You're best bet is to get a timer for the tank and set it for as long as you would like the light to be on.


----------



## lohachata (Jan 27, 2006)

actually you would be better off not feeding them for a week that putting in a feeder block.....this is what i used to do...
for the week or few day prior to leaving i fed the fish well...2 days before i fed only spirulina flake.....the day before i would do a 40% water change....

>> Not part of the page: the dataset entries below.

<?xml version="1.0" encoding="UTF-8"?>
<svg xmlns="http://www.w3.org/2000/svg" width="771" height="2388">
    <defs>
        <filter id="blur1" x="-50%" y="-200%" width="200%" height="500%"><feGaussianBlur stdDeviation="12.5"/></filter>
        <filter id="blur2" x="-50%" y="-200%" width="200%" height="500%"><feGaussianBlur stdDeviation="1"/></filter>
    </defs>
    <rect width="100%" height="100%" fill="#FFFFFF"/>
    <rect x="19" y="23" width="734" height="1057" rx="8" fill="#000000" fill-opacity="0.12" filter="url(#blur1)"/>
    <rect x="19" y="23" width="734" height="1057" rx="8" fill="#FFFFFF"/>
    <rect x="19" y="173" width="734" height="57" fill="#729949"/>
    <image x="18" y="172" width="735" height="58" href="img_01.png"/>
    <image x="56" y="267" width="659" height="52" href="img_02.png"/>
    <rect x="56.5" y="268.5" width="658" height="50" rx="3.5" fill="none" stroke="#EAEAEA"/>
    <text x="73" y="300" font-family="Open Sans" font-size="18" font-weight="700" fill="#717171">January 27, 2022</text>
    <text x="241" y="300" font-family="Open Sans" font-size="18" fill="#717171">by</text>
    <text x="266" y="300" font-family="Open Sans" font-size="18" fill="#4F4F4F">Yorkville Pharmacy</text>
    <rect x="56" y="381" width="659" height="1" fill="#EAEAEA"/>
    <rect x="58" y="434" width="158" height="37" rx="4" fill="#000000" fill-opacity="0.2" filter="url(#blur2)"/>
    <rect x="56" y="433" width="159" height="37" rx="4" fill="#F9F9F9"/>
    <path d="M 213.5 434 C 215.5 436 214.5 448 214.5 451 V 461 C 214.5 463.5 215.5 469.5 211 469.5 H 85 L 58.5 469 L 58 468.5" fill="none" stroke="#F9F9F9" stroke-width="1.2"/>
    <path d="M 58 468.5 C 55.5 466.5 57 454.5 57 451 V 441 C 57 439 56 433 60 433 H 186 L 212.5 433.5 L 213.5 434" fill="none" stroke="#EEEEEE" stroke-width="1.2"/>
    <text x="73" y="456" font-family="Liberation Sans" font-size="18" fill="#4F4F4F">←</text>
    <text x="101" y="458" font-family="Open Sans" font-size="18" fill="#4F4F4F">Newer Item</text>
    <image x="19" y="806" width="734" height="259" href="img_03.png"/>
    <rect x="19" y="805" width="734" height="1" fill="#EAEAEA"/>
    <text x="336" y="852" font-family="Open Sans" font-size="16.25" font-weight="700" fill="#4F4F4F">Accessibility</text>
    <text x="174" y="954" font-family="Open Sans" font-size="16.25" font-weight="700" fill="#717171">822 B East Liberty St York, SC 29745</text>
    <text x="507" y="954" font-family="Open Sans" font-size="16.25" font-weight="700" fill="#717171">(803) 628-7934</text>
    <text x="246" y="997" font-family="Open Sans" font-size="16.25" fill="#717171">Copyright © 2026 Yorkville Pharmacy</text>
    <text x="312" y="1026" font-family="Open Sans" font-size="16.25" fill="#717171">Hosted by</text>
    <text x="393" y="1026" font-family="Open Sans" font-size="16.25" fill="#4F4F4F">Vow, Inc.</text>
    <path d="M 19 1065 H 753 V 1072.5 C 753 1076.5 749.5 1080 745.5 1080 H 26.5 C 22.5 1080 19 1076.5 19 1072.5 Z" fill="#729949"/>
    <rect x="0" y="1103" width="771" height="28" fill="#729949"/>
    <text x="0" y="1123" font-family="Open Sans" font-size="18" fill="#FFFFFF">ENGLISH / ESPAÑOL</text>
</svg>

leave the light off...it won't hurt them....


----------



## mlefev (Apr 19, 2005)

Thanks for the suggestions... With the feeding blocks...do they damage the water levels? I'd never seen one before and thught it would be nice, but if it will only cause problems I would like to figure out something else (like your suggestion).


----------



## lohachata (Jan 27, 2006)

if the fish decide that they do not like it and don't eat it ; what happens to it ?
it is food...uneaten food laying on the bottom of the tank for a week can cause an ammonia spike that will blow the roof of your house off...
how you gonna explain that to the neighbors...
check your weather forecast..if it is going to be warm unplug the heater...leave the light off...even if your tank got down to 70 degrees F they would be fine...

good luck and have a nice week...


----------



## Fishpunk (Apr 18, 2011)

Not feeding depends on what the fish are. Livebearers will graze algae. Some carnivores may need food. 

You could use an automatic feeder and a timer on the light, or you can leave the light off, as has been suggested above.


----------